Consolidating schools in south carolina

District Three borders Cherokee County to the east and School District Two to the north. Schools encompassing District Nine were: Whitestone, No. After the consolidation of Districts Eight and Nine, the construction of two new black schools began. The following elementary and middle schools were accredited by SACS in 1976: School Grade Level Cannon Elementary School K - 6 Cowpens Elementary School, Bldg. II 5 - 6 Clifton Elementary School 1 - 6 Glendale Elementary School 1 - 6 Pacolet Elementary School K - 3 Pacolet Middle School 4 - 8The opening of Gettys D.

In addition to directing the surveys and consolidation plans, Crows duties also included speaking to the press on behalf of the commission, compiling statistics and reports for members of the commission, and even testifying in the Briggs v.
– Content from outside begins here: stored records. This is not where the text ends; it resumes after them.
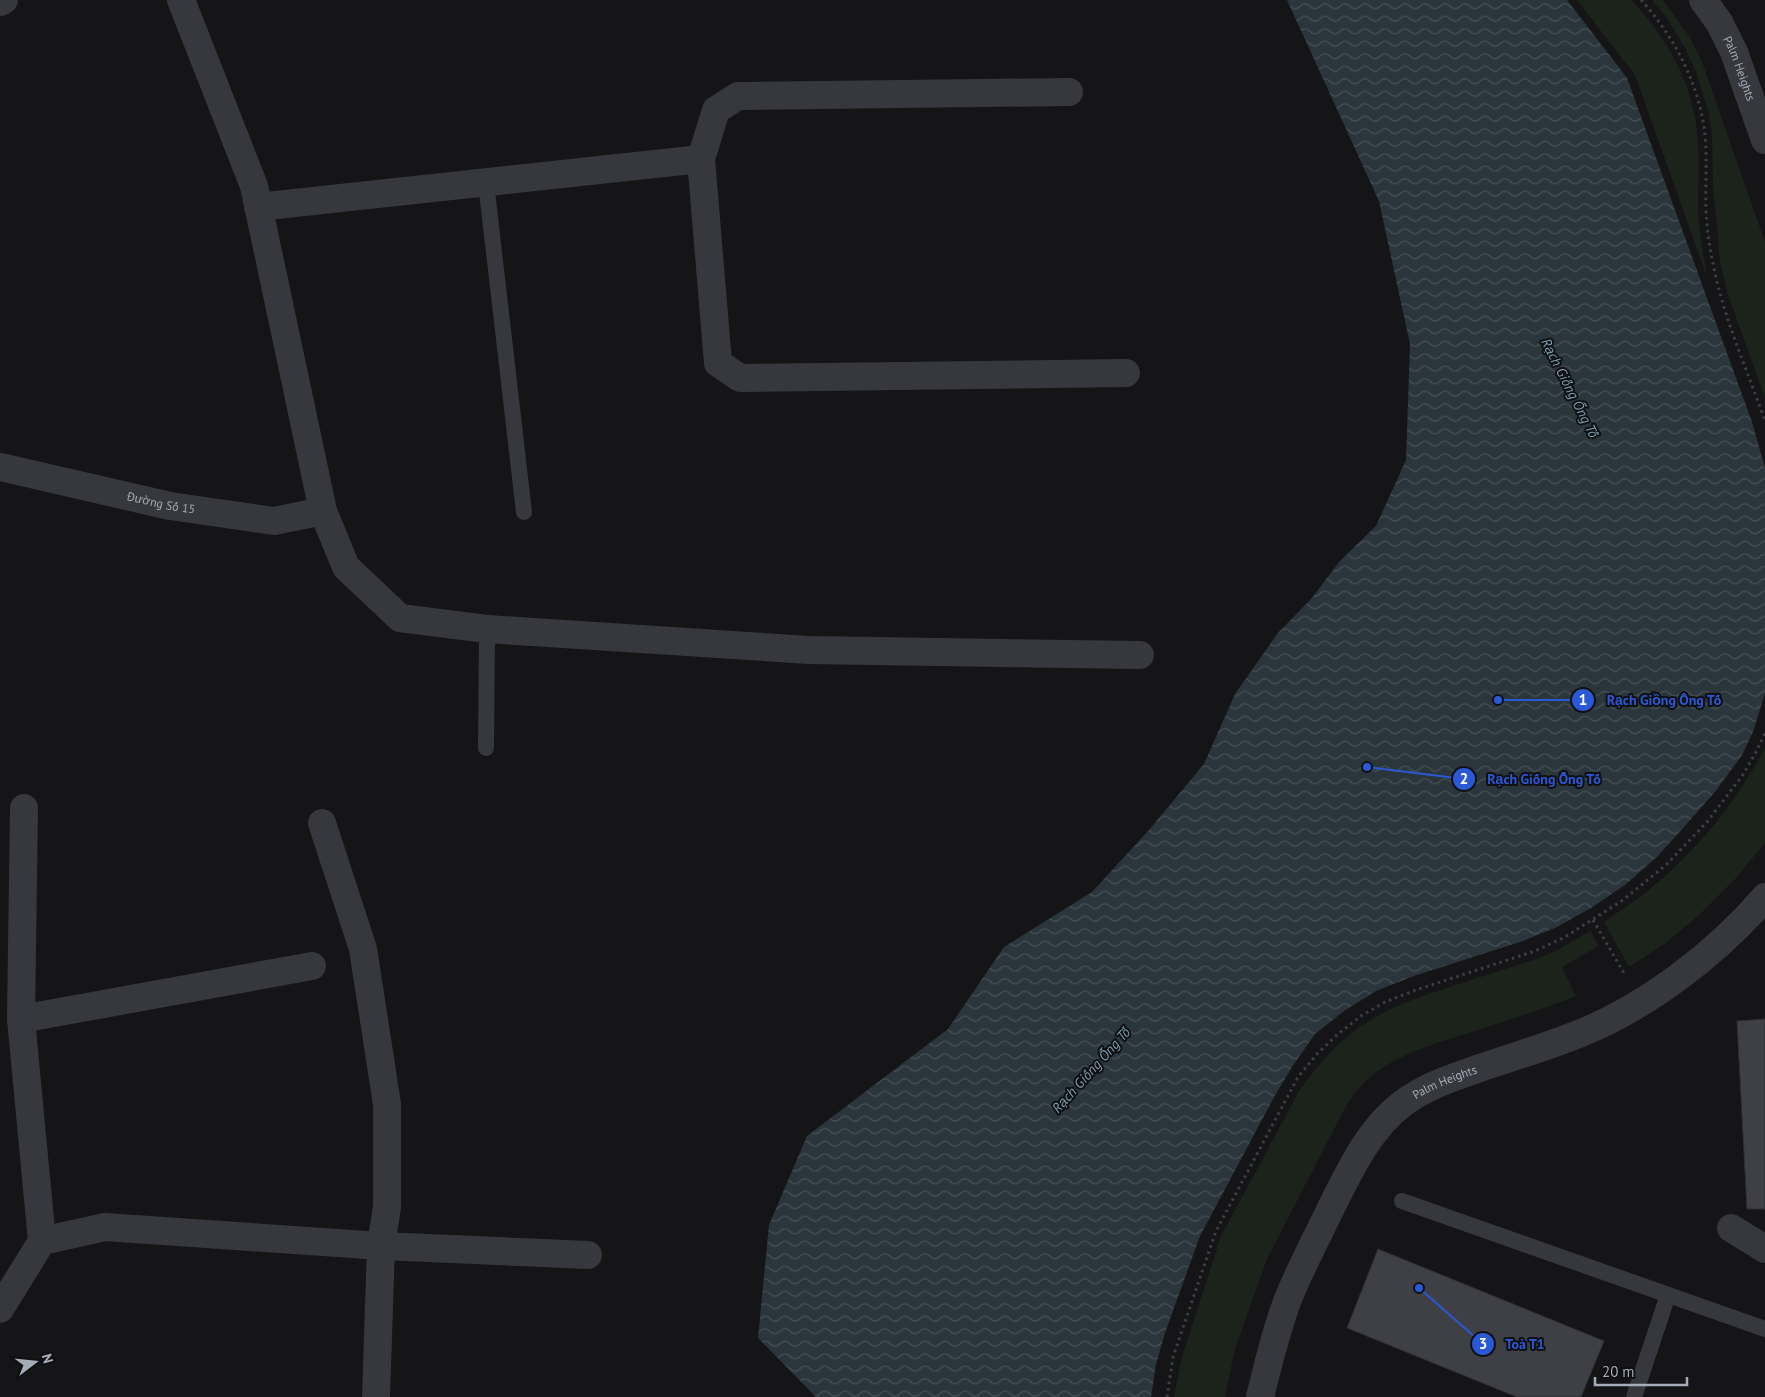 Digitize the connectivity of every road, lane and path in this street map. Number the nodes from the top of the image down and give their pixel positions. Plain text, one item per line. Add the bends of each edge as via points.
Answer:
1 (4, 0) edge
2 (181, 0) edge
3 (1641, 0) edge
4 (1703, 0) edge
5 (0, 2) edge
6 (1068, 92) dead end
7 (1765, 140) edge
8 (701, 159) junction
9 (486, 183) junction
10 (258, 207) junction
11 (1126, 373) dead end
12 (1765, 421) edge
13 (0, 467) edge
14 (323, 512) junction
15 (524, 512) dead end
16 (487, 628) junction
17 (1140, 656) dead end
18 (1765, 733) edge
19 (486, 748) dead end
20 (24, 808) dead end
21 (322, 823) dead end
22 (1765, 897) edge
23 (1593, 920) junction
24 (312, 966) dead end
25 (11, 970) edge
26 (1625, 975) dead end
27 (21, 1019) junction
28 (1402, 1201) dead end
29 (1731, 1228) dead end
30 (42, 1241) junction
31 (381, 1246) junction
32 (1765, 1249) edge
33 (588, 1256) dead end
34 (1668, 1295) junction
35 (0, 1309) edge
36 (1765, 1328) edge
37 (1765, 1333) edge
38 (376, 1397) edge
39 (1166, 1397) edge
40 (1260, 1397) edge
41 (1634, 1397) edge

1 - 5 street
2 - 10 street via 254,186
3 - 12 path via 1677,48 1698,104 1704,127 1706,210 1713,262 1721,296
4 - 7 street, Palm Heights via 1734,52
6 - 8 street via 738,96 716,110
8 - 9 street
8 - 11 street via 718,363 740,378
9 - 10 street
9 - 15 lane
10 - 14 street
13 - 14 street, Đường Số 15 via 179,508 274,521
14 - 16 street via 346,568 400,618
16 - 17 street via 809,650
16 - 19 lane
18 - 23 path via 1737,783 1686,846 1644,884
20 - 25 street
21 - 31 street via 363,948 387,1104 387,1207
22 - 40 street, Palm Heights via 1705,956 1635,1007 1582,1033 1424,1090 1384,1121 1355,1162 1300,1270 1278,1328
23 - 26 path
23 - 39 path via 1535,951 1386,1002 1361,1016 1317,1054 1298,1077 1216,1231 1173,1357
24 - 27 street
25 - 27 street
27 - 30 street
28 - 34 lane
29 - 32 street
30 - 31 street via 105,1227
30 - 35 street
31 - 33 street
31 - 38 street
34 - 36 lane
34 - 41 lane
36 - 37 lane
Elliott case on behalf of the school equalization program.

A study commissioned by Governor Burnet Maybank in 1941 reported that nineteen counties in South Carolina lacked a high school for black students while only eight buses in the state transported black children to school (Quint, 9).

The survey estimated that the state and local school boards needed to invest ninety million dollars to improve school building facilities and bring South Carolinas schools close to the national average in school buildings and equipment (Public Schools of South Carolina, 192-208).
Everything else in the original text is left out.